Carli F, Galeone M, Gzodzic B, Hong X, Fried GM, Wykes L, Eberhart L, Schricker T. Effect of Laparoscopic Colon Resection on Postoperative Glucose Utilization and Protein SparingAn Integrated Analysis of Glucose and Protein Metabolism During the Fasted and Fed States Using Stable Isotopes. Arch Surg. 2005;140(6):593-597. doi:10.1001/archsurg.140.6.593
Copyright 2005 American Medical Association. All Rights Reserved. Applicable FARS/DFARS Restrictions Apply to Government Use.2005
Using a stable isotope method to quantify postoperative changes in glucose and protein metabolism, patients undergoing laparoscopic-assisted colon resection and receiving 4 mg · kg−1 · min−1 of dextrose intravenously will (1) have more pronounced suppression of endogenous glucose production, leading to (2) a greater reduction in whole-body protein breakdown.
Randomized protocol study.
Tertiary health care center in Montreal, Quebec.
Twelve patients scheduled for colonic resection were randomly allocated to undergo either laparoscopic (n = 6) or open (n = 6) surgery.
Patients underwent a 6-hour stable isotope infusion study (3 hours fasted and 3 hours fed with dextrose infusion) on postoperative day 2. Whole-body protein breakdown and synthesis, amino acid oxidation, and endogenous glucose production and clearance were measured during the postabsorptive state using L-[1-13C]leucine and [6,6-2H2]glucose. Gas exchange and plasma concentrations of metabolites and hormones were also measured.
Main Outcome Measures
Endogenous glucose production and whole-body protein breakdown during the fasted and fed states.
In the fasted state, laparoscopy did not affect protein and glucose metabolism.

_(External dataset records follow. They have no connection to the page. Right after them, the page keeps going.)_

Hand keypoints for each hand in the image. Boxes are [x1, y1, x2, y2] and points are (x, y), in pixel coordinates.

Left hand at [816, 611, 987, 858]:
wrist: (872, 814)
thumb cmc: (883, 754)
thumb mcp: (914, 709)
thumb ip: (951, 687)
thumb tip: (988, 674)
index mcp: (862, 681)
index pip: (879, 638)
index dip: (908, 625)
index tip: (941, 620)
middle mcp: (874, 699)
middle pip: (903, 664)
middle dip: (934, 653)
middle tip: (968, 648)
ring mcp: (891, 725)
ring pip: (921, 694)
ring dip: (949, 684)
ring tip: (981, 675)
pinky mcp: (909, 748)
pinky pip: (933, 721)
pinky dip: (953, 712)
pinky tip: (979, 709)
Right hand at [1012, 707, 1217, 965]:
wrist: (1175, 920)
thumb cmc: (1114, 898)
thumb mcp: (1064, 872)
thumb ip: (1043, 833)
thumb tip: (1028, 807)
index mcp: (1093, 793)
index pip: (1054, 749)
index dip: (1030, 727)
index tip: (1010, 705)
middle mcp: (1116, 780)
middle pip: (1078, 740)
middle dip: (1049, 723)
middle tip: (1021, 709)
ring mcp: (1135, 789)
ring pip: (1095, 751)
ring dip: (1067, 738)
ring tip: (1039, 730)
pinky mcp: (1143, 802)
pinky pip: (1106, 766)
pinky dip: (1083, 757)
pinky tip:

Dextrose infusion suppressed endogenous glucose production in both groups, with the greatest extent in the laparoscopic group (P = .01). Higher respiratory quotients (P = .001) in the latter group also indicated increased exogenous glucose oxidation. Neither surgical approach nor nutrition affected aspects of protein metabolism.
Laparoscopy for colon resection facilitates whole-body glucose uptake and utilization and oxidation of exogenous glucose with no protein-sparing effect. The laparoscopic approach modulates gluconeogenesis, although it is not sufficient in the presence of exogenous energy to promote nitrogen retention.
There is a large amount of data demonstrating that certain aspects of the surgical stress response are attenuated by laparoscopic surgery.1 These aspects include fewer inflammatory responses, decreased pain and pulmonary dysfunction, decreased rate of wound infection, and attenuated postoperative hypoxemia.2 The earlier recovery3 after laparoscopic surgery might be explained by the lesser intensity of tissue damage, as assessed by plasma levels of acute-phase response mediators.4- 6
Major abdominal surgery is associated with significant hormonal, inflammatory, and related metabolic changes, resulting in increased concentrations of counter-regulatory hormones that, in turn, stimulate gluconeogenesis, with muscle proteins becoming a source of gluconeogenic precursors. The rationale for providing glucose to surgical patients is based on its nitrogen-sparing properties. Exogenous glucose suppresses gluconeogenesis, thereby decreasing the need to supply gluconeogenic amino acids and redirecting nitrogen for reincorporation into proteins and minimizing the oxidation of amino acids for energy production.7
Net balance of body protein can be calculated as the difference between total nitrogen intake and nitrogen loss. Studies that applied isotope tracer methods showed that the principal biochemical mechanisms responsible for enhanced protein wasting after surgery are increased protein breakdown and amino acid oxidation.8 In an attempt to control for alterations in patients’ nutritional status and to adequately assess the dynamic aspects of glucose metabolism, such as endogenous glucose production, the rate of glucose production can be measured during the postabsorptive and fed states, therefore mimicking a more naturalistic condition.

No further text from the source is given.